# Data excerpts

**********

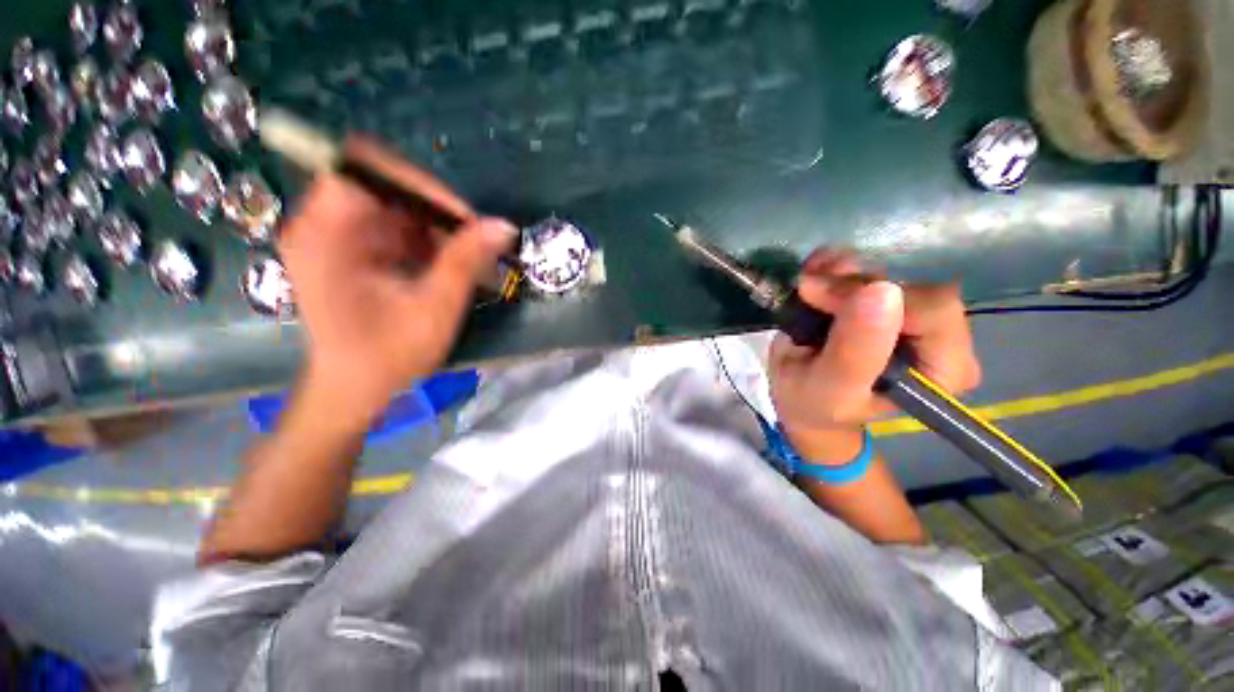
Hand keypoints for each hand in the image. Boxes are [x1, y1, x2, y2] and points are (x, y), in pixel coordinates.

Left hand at [278, 137, 516, 422]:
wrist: (354, 391)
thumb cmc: (387, 356)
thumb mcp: (435, 308)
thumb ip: (467, 261)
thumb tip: (504, 226)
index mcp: (326, 235)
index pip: (366, 169)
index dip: (419, 184)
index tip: (463, 219)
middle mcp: (321, 225)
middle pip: (383, 187)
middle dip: (434, 211)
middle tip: (473, 242)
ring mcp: (333, 237)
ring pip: (393, 207)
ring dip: (434, 229)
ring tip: (466, 260)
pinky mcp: (348, 251)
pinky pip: (392, 228)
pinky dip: (425, 242)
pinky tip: (446, 268)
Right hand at [769, 250, 980, 458]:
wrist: (798, 396)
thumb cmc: (815, 404)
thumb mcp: (831, 389)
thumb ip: (856, 352)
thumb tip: (881, 291)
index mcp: (944, 367)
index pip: (932, 309)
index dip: (874, 296)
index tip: (820, 298)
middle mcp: (938, 333)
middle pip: (910, 282)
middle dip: (853, 282)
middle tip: (808, 289)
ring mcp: (910, 309)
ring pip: (888, 266)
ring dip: (840, 270)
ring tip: (806, 284)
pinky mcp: (884, 295)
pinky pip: (868, 262)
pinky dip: (835, 263)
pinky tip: (813, 273)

**********

# What needs to be done
Exactly and only the lines from the line containing "ring pip: (888, 266)" through the final line of the records above must be returned.

# Reply
ring pip: (888, 266)
ring dip: (840, 270)
ring tip: (806, 284)
pinky mcp: (884, 295)
pinky pip: (868, 262)
pinky dip: (835, 263)
pinky tip: (813, 273)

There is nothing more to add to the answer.